EXERCISE AIM:
The lines you need are those holding the word "Number"; pull them from the material.

DATASET ENTRIES:
• • • • •
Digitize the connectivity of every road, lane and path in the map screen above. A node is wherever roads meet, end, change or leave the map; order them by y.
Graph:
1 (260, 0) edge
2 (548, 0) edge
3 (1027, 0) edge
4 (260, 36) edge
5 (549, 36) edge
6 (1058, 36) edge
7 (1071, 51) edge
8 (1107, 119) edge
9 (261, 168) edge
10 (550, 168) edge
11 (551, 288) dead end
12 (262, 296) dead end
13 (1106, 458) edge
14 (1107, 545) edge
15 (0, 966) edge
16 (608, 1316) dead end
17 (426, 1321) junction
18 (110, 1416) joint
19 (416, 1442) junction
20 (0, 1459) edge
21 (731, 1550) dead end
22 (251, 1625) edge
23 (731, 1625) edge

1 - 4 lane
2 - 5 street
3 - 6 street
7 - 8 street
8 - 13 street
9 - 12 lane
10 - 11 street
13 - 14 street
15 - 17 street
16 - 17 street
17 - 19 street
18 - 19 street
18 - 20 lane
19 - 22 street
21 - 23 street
• • • • •
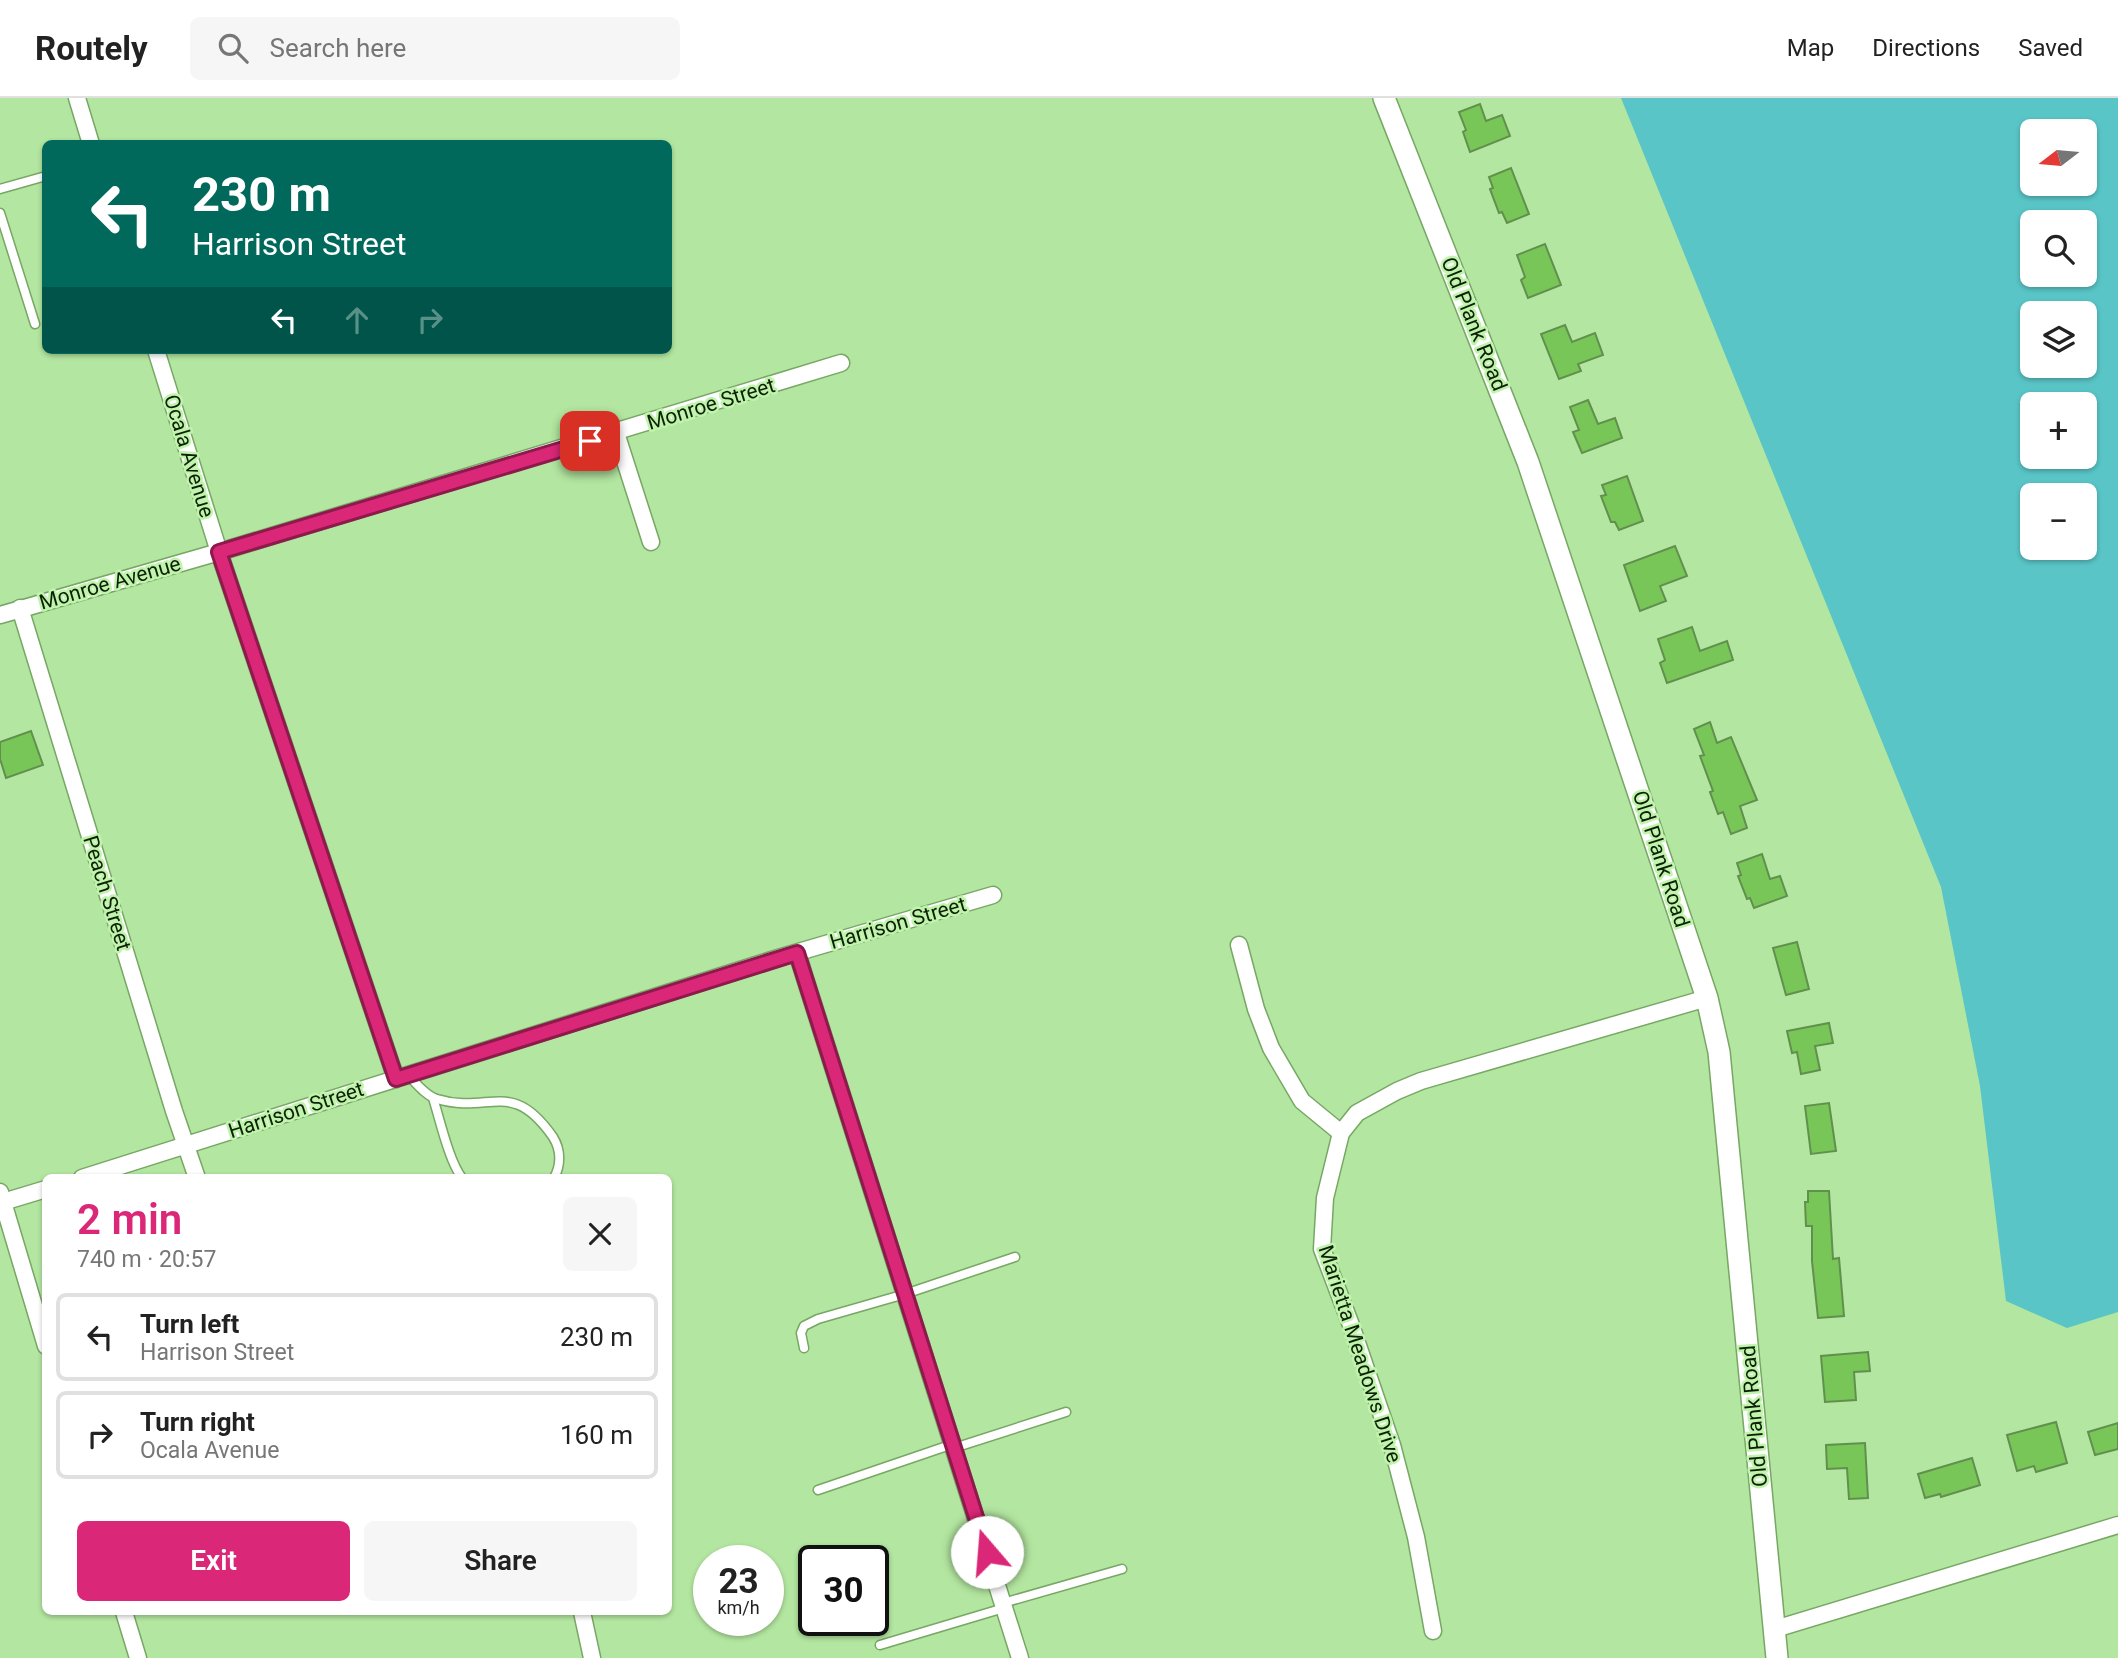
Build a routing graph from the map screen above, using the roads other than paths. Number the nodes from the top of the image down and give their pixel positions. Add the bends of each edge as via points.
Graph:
• • • • •
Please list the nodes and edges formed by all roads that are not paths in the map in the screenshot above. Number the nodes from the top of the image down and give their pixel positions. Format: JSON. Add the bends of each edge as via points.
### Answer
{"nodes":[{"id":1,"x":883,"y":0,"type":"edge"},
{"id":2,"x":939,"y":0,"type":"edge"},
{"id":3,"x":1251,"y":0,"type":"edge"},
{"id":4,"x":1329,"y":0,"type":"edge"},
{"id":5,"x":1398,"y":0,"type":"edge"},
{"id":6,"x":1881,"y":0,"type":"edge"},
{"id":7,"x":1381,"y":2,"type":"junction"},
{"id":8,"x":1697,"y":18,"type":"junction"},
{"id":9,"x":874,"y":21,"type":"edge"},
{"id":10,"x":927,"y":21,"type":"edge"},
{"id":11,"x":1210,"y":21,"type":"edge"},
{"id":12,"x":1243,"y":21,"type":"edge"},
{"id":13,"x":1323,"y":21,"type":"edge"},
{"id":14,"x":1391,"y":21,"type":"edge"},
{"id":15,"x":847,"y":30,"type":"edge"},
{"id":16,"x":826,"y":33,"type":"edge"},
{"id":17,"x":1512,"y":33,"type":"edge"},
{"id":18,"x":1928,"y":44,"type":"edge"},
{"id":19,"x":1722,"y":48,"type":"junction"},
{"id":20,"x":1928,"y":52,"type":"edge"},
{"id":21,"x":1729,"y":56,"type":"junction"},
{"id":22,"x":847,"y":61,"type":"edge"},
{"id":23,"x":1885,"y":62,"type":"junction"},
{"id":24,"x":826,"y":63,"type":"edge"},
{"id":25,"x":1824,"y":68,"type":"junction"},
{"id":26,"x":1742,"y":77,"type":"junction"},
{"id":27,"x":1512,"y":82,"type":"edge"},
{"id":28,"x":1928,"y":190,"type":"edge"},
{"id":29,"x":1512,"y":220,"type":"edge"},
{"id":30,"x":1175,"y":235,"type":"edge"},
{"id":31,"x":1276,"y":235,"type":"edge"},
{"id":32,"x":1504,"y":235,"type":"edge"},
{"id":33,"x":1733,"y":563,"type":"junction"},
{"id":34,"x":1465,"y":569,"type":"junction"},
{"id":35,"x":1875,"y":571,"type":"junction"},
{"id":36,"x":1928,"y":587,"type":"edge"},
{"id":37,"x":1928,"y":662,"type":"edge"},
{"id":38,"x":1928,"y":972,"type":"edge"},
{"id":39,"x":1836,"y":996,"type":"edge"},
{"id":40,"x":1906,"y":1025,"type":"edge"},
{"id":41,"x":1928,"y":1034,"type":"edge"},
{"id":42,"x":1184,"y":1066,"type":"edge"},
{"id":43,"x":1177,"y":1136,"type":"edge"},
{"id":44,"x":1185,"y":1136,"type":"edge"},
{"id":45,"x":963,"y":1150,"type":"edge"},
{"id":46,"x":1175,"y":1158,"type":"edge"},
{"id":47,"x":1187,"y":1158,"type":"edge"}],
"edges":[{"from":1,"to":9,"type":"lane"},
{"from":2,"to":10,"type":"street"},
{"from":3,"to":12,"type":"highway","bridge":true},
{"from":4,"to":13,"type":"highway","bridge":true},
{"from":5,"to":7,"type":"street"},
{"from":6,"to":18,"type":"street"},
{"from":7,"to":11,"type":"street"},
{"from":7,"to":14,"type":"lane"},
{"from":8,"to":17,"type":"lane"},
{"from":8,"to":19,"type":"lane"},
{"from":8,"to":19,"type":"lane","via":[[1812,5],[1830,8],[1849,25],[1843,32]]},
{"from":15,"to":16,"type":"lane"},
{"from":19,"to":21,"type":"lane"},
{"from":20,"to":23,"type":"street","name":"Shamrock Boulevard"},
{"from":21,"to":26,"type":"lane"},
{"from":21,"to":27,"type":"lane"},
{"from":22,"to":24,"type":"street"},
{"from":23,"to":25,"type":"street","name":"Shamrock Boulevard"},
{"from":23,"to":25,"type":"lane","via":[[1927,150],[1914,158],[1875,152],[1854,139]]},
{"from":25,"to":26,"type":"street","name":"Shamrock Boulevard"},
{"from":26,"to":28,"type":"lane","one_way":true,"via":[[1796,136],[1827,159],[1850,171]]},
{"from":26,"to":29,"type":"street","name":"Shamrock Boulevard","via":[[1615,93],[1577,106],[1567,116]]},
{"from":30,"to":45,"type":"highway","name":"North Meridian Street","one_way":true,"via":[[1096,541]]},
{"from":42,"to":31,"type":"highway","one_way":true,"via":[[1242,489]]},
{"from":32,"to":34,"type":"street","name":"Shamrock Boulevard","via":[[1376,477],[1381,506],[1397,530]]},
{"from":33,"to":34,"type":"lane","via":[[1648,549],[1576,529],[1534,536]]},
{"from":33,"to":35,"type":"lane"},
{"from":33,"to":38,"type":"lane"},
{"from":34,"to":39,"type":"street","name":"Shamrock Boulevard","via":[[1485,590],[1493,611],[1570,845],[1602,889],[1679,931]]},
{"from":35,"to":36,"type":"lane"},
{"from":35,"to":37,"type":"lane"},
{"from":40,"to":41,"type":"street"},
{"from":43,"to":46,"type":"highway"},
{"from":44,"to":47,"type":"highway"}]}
• • • • •
EXERCISE ANSWER:
Build a routing graph from the map screen above, using the roads other than paths. Number the nodes from the top of the image down and give their pixel positions. Add the bends of each edge as via points.
Please list the nodes and edges formed by all roads that are not paths in the map in the screenshot above. Number the nodes from the top of the image down and give their pixel positions. Format: JSON. Add the bends of each edge as via points.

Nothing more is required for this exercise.